What soul could forget Fear, the oldest, most cunning, most battle-worn, and least naïve of all human emotions. He is the consummate imposter; even in this picture, with his chin held high, he attempts to impersonate Courage. His darting eyes, however, always betray his true nature.

I continue on through my scrapbook, revisiting other past lives and coming across many other emotions, which slither through my soul body just as they surely will again in the Earth Realm. I reacquaint myself with Guilt’s sharp barbs, with Anxiety’s anguish, with Shame’s power to diminish, with Depression’s loneliness.

Rasa, watching closely, reassures me, “Their hiss is worse than their bite. If one acknowledges them and respects their potential power, they can actually be made into allies instead of mere adversaries in life.”

“It is clear to me that I have not always treated my emotions with respect. Especially Depression,” I say, indicating a thin skeleton of a snake draped in a dark cape. I observe that pictures featuring this emotion are cloaked in darkness and won’t spring to life no matter how hard I press.

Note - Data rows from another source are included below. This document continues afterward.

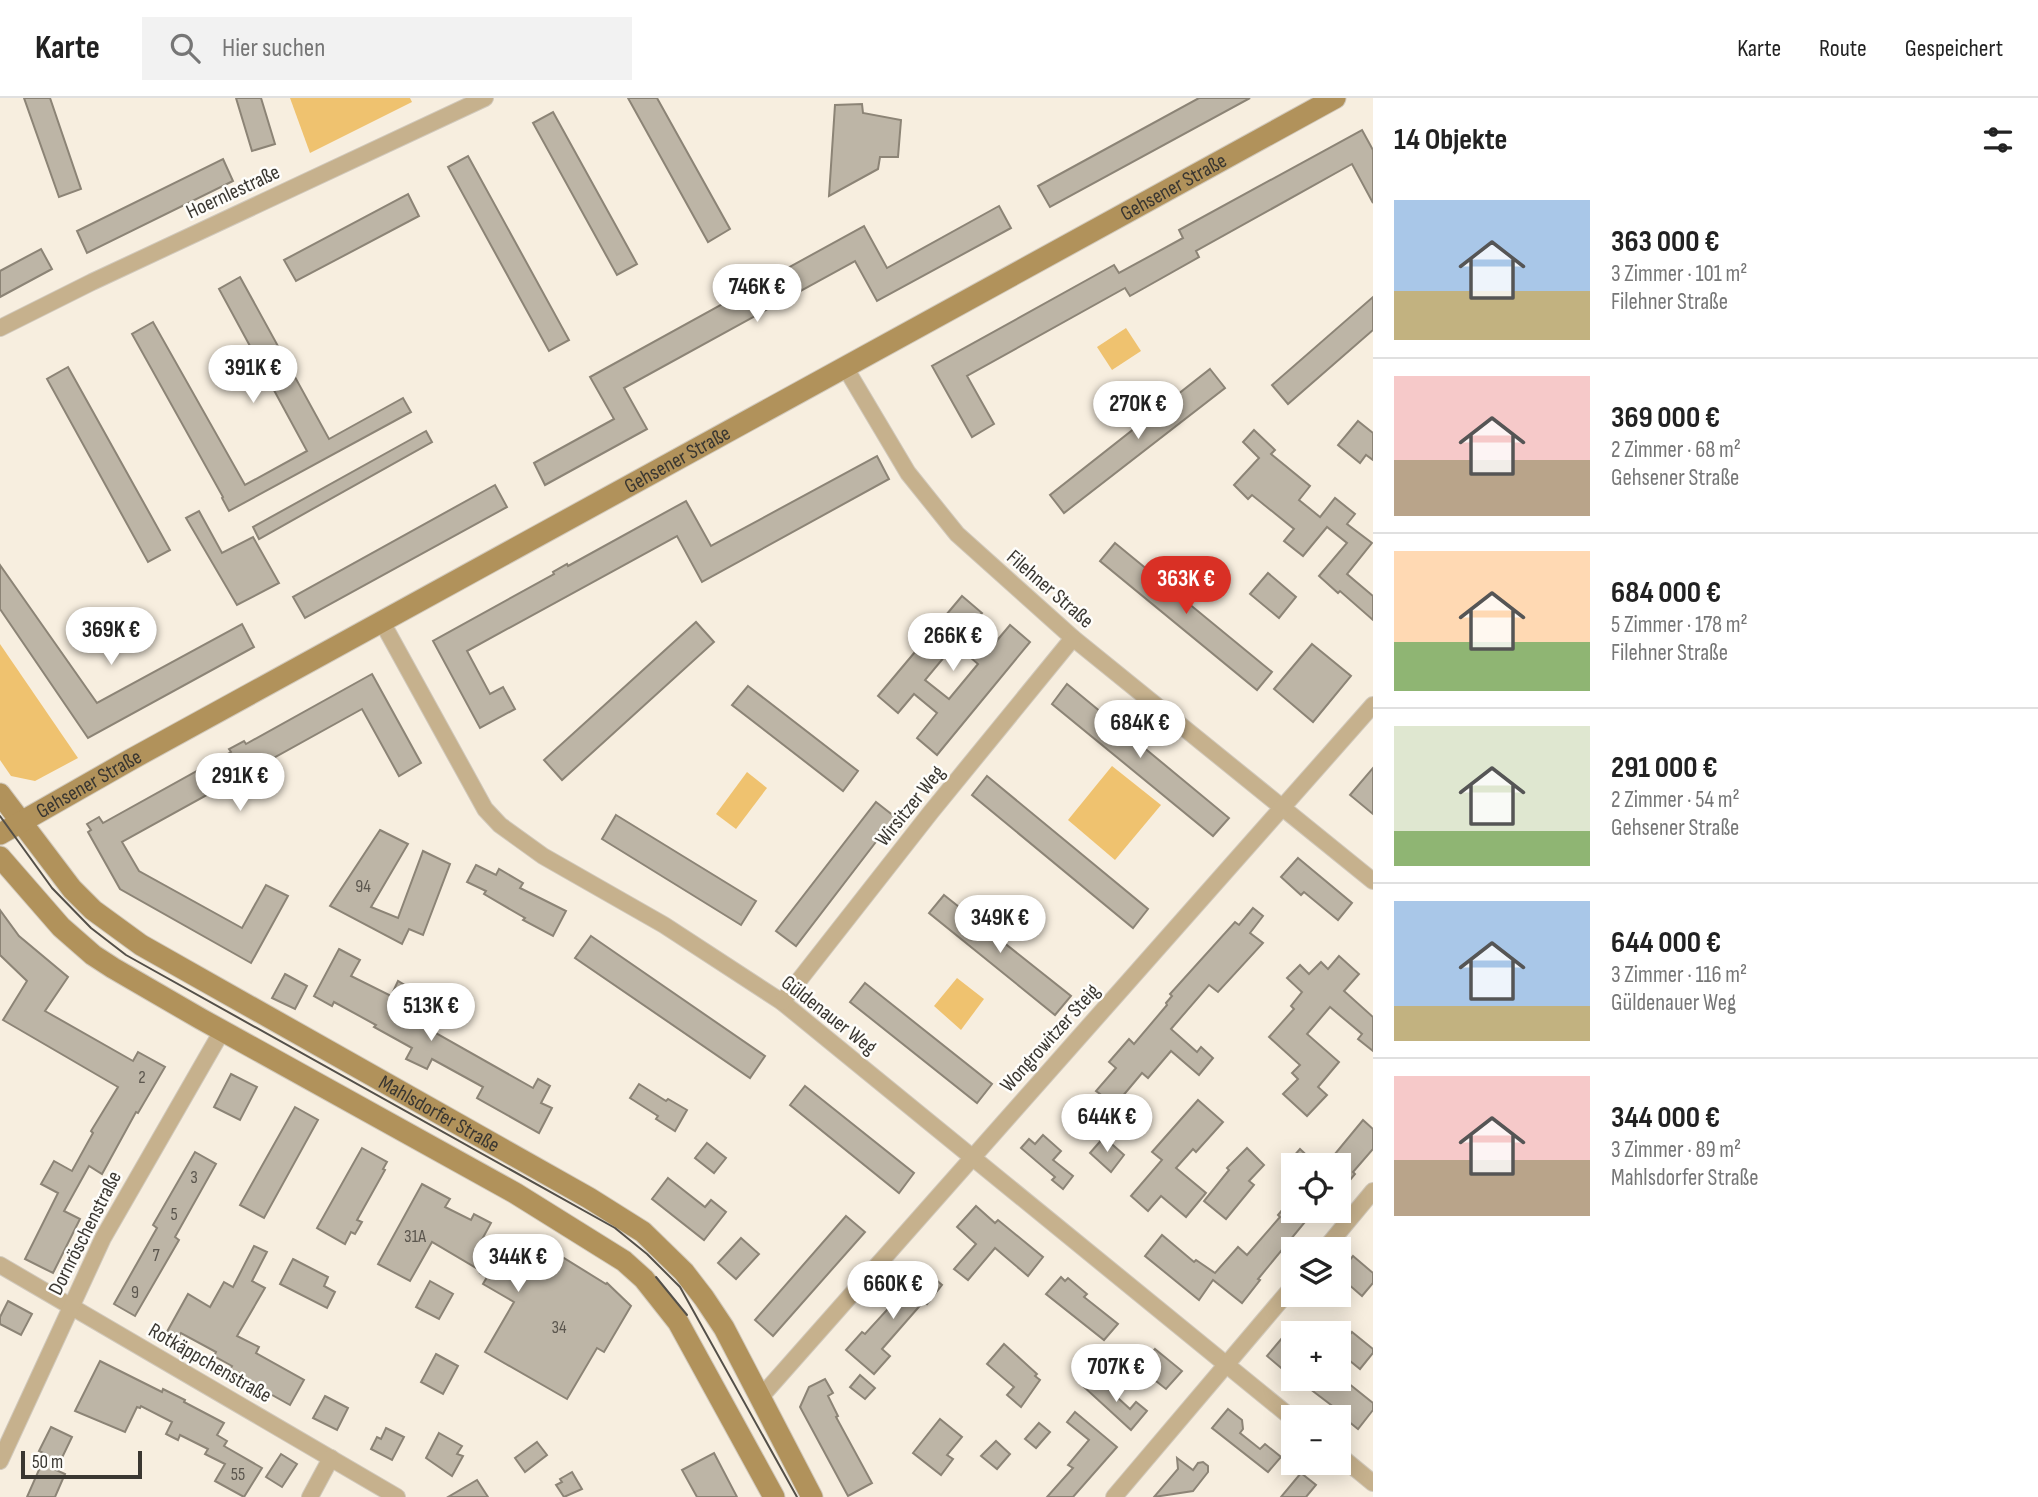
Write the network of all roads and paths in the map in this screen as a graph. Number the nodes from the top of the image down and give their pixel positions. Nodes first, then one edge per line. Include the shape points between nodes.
1 (485, 98) edge
2 (1335, 98) edge
3 (0, 328) edge
4 (845, 367) junction
5 (382, 622) junction
6 (1073, 638) junction
7 (1373, 705) edge
8 (0, 794) edge
9 (1284, 808) junction
10 (20, 821) junction
11 (0, 834) edge
12 (0, 857) edge
13 (1373, 881) edge
14 (240, 1000) junction
15 (782, 1002) junction
16 (222, 1031) junction
17 (972, 1156) junction
18 (1373, 1191) edge
19 (1335, 1237) edge
20 (0, 1265) edge
21 (1281, 1300) edge
22 (70, 1307) junction
23 (1227, 1365) junction
24 (759, 1399) junction
25 (1281, 1409) edge
26 (730, 1415) junction
27 (331, 1458) junction
28 (0, 1461) edge
29 (1351, 1465) edge
30 (1373, 1483) edge
31 (310, 1497) edge
32 (397, 1497) edge
33 (774, 1497) edge
34 (812, 1497) edge
35 (1114, 1497) edge

1 - 3 street, Hoernlestraße
2 - 4 main road, Gehsener Straße
4 - 5 main road, Gehsener Straße
4 - 6 street, Filehner Straße via 926,498 957,534
5 - 10 main road, Gehsener Straße
5 - 15 street, Güldenauer Weg via 485,809 500,825
6 - 9 street, Filehner Straße
6 - 15 street, Wirsitzer Weg
7 - 9 street, Wongrowitzer Steig
8 - 10 main road, Mahlsdorfer Straße
9 - 13 street, Filehner Straße
9 - 17 street, Wongrowitzer Steig
10 - 11 main road, Gehsener Straße
10 - 14 main road, Mahlsdorfer Straße via 93,910 141,945
12 - 16 main road, Mahlsdorfer Straße via 48,914 93,955
14 - 16 main road
14 - 24 main road, Mahlsdorfer Straße via 643,1232 704,1298
15 - 17 street, Güldenauer Weg
16 - 22 street, Dornröschenstraße via 103,1238
16 - 26 main road, Mahlsdorfer Straße via 515,1193 624,1261 678,1322
17 - 23 street, Güldenauer Weg
17 - 24 street, Wongrowitzer Steig
18 - 19 street
20 - 22 street, Rotkäppchenstraße
21 - 23 street
22 - 27 street, Rotkäppchenstraße
22 - 28 street, Dornröschenstraße
23 - 25 street, Güldenauer Weg
23 - 35 street
24 - 26 main road
24 - 34 main road, Mahlsdorfer Straße
26 - 33 main road, Mahlsdorfer Straße
27 - 31 street
27 - 32 street, Rotkäppchenstraße
29 - 30 street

“Yes, Depression leaves an eternal mark, making it difficult to understand and respect his purpose,” she agrees, wincing at the memory of her own encounters.

I continue flipping through the pages of my scrapbook, seeing so many lives of denied emotion. Lives lived merely on the surface, all dressed up and smiling on the outside but, stuffing my emotions. I exclaim, “That’s it! The stuffed bears, the bears on my suitcase and on my scrapbook — the theme of this next lifetime — must represent my emotions and how they’ve been stuffed down inside me, where no one could see them or listen to them.”

“Yes, a life where emotions play an important role lies before you. Though whether you deny them or express them is left to you and your ego,” Rasa explains.

Seeing my emotions from this perspective of the Soul Realm awakens my respect for them. “In the next life, I will encourage my ego to befriend my emotions, respect them, and even advocate for them,” I promise. My belly flutters and my fingers tingle at the idea.

“A voice celebrating the emotions would be a boon in the Earth Realm,” Rasa replies. “Because there, as you recall, some emotions are celebrated but most are ignored or even vilified. Sure, Joy is welcome nearly anywhere — except at a funeral, of course. But try bringing Anger into a classroom, or Fear into a competition!” She bends over with laughter and I join in, conjuring up images of such breaches of Earth Realm protocol.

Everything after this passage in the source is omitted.